Search code examples
databricksazure-databricksspark-structured-streamingdelta-lake

Databricks - readstream from delta table writestream to orc file only with changes


A pipeline runs every 20 minutes pushing data to ADLS Gen2 storage in ORC format.

  1. I have an Azure Databricks notebook job which runs every 1 hour.
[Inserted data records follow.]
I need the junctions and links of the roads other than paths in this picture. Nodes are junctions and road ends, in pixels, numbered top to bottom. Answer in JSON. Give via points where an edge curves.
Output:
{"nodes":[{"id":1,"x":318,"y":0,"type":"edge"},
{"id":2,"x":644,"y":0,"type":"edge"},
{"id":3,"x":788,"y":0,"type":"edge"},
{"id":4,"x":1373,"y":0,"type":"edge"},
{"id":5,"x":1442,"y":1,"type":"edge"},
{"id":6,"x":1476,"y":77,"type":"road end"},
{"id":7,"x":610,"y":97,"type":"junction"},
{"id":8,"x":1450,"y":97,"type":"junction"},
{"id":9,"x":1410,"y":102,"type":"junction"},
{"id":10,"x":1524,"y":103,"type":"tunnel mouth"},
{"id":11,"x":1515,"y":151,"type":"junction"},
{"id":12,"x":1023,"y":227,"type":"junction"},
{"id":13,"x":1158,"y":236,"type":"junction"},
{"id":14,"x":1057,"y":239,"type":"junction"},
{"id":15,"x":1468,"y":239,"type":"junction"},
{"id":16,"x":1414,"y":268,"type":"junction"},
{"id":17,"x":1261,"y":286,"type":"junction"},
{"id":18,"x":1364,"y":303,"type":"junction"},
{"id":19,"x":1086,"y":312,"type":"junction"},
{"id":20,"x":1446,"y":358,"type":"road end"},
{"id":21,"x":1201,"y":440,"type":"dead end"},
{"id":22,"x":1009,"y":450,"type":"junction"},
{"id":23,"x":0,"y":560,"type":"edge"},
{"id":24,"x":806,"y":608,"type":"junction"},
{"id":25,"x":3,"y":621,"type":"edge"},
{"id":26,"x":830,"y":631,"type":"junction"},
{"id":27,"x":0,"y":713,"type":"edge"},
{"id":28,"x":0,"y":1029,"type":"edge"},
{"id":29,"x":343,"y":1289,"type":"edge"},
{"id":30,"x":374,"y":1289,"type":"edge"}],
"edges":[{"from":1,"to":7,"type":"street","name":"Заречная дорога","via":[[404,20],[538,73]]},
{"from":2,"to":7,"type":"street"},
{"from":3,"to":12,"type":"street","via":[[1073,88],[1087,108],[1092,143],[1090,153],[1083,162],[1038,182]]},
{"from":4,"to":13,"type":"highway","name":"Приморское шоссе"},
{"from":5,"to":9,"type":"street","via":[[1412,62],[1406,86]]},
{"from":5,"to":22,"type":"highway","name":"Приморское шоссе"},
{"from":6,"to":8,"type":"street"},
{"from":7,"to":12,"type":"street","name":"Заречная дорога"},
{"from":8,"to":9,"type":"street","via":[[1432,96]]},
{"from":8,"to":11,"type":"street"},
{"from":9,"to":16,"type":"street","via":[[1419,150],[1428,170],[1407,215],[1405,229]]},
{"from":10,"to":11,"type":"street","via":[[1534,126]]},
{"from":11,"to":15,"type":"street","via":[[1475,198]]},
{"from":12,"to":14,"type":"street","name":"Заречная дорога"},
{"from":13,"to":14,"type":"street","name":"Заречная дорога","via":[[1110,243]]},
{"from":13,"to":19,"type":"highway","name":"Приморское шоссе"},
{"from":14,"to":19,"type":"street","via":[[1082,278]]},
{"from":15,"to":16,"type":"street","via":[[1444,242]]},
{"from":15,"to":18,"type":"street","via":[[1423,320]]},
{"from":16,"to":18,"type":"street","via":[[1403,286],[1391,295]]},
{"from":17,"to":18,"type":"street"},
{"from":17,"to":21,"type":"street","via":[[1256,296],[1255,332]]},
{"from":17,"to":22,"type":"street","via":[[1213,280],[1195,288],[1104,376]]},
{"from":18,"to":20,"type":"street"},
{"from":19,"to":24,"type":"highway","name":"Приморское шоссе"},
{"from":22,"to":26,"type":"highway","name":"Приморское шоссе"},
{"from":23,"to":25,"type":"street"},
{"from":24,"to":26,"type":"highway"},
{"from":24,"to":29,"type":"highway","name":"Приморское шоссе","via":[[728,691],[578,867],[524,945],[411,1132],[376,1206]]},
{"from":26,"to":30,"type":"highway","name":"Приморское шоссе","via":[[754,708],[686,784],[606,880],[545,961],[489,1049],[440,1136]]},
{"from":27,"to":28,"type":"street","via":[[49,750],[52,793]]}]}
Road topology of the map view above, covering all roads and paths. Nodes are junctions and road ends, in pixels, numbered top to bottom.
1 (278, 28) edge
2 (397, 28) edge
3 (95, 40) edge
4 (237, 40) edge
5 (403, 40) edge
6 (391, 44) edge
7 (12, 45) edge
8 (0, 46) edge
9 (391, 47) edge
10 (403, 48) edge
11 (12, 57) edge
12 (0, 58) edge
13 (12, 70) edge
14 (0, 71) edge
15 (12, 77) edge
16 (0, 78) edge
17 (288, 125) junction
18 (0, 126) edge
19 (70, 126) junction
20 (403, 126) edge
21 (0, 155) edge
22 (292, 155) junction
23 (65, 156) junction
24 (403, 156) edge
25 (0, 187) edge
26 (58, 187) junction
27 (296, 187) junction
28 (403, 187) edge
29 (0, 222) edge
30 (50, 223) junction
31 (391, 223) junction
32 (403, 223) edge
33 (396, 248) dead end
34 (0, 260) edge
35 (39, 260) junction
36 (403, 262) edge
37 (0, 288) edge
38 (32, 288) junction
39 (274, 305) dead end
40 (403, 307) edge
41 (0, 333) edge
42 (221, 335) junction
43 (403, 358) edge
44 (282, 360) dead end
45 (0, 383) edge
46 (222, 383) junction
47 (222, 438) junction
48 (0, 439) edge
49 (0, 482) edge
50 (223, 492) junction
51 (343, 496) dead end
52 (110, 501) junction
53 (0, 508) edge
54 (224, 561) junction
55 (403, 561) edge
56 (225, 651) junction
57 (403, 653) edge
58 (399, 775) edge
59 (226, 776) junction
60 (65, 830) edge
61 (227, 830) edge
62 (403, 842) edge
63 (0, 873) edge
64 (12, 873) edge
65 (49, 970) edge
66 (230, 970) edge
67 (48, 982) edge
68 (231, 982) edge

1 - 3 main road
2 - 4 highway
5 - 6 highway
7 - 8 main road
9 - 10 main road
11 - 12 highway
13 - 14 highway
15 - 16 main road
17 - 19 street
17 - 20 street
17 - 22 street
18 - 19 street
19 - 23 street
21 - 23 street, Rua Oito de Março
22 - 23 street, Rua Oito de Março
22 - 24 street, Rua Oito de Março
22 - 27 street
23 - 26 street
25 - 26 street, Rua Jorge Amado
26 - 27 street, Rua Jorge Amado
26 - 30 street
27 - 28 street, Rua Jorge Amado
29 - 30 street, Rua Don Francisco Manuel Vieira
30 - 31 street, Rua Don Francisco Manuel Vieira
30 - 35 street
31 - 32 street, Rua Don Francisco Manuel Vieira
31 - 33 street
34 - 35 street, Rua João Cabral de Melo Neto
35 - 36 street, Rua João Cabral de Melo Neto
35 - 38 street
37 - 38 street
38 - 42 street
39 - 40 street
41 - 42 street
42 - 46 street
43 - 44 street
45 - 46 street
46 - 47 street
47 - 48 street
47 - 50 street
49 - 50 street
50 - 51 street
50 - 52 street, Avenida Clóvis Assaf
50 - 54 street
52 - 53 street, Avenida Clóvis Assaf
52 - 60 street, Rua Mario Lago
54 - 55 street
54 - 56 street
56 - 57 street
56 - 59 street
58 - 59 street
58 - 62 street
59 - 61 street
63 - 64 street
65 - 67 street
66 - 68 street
This job reads the orc file from ADLS as structured stream (orc file created by pipeline mentioned above), then uses the merge functionality to upsert data to delta table based on a primaryKey column.
event_readstream = ( 
    spark.readStream
    .format("orc")
    .schema('my-schema.json')
    .load('/mnt/path/from/adls/to/orc/files/')
  )
  ...

def upsertEventToDeltaTable(df, batch_id): 
  input_df = (
    df
    .drop('address_line3')
    .dropDuplicates(['primaryKey'])
    .withColumn(partition_column, F.date_format(F.col('updateddate'), 'yyyy').cast('int'))
  )
  
  input_df.createOrReplaceTempView("event_df_updates")
  
  input_df._jdf.sparkSession().sql("""
    MERGE INTO events dbEvent
    USING event_df_updates dfEvent
    ON dbEvent.primaryKey = dfEvent.primaryKey
    WHEN MATCHED THEN UPDATE SET *
    WHEN NOT MATCHED THEN INSERT *                     
                             """)

event_writestream = ( 
    event_readStream
    .drop('adddress_line3')  #some column to be dropped
    .repartition(1)
    .writeStream
    .trigger(once=True)
    .format("delta")
    .option("checkpointLocation", "{}/checkpoints/{}".format(adls_mount_path,mytable))
    .foreachBatch(upsertEventToDeltaTable)
    .start()
  )
  1. The same notebook also uses the read stream (structured stream) and writes the data directly to a different location in ADLS Gen2 storage. This also uses the forEachBatch() from writestream with checkpoint options enabled.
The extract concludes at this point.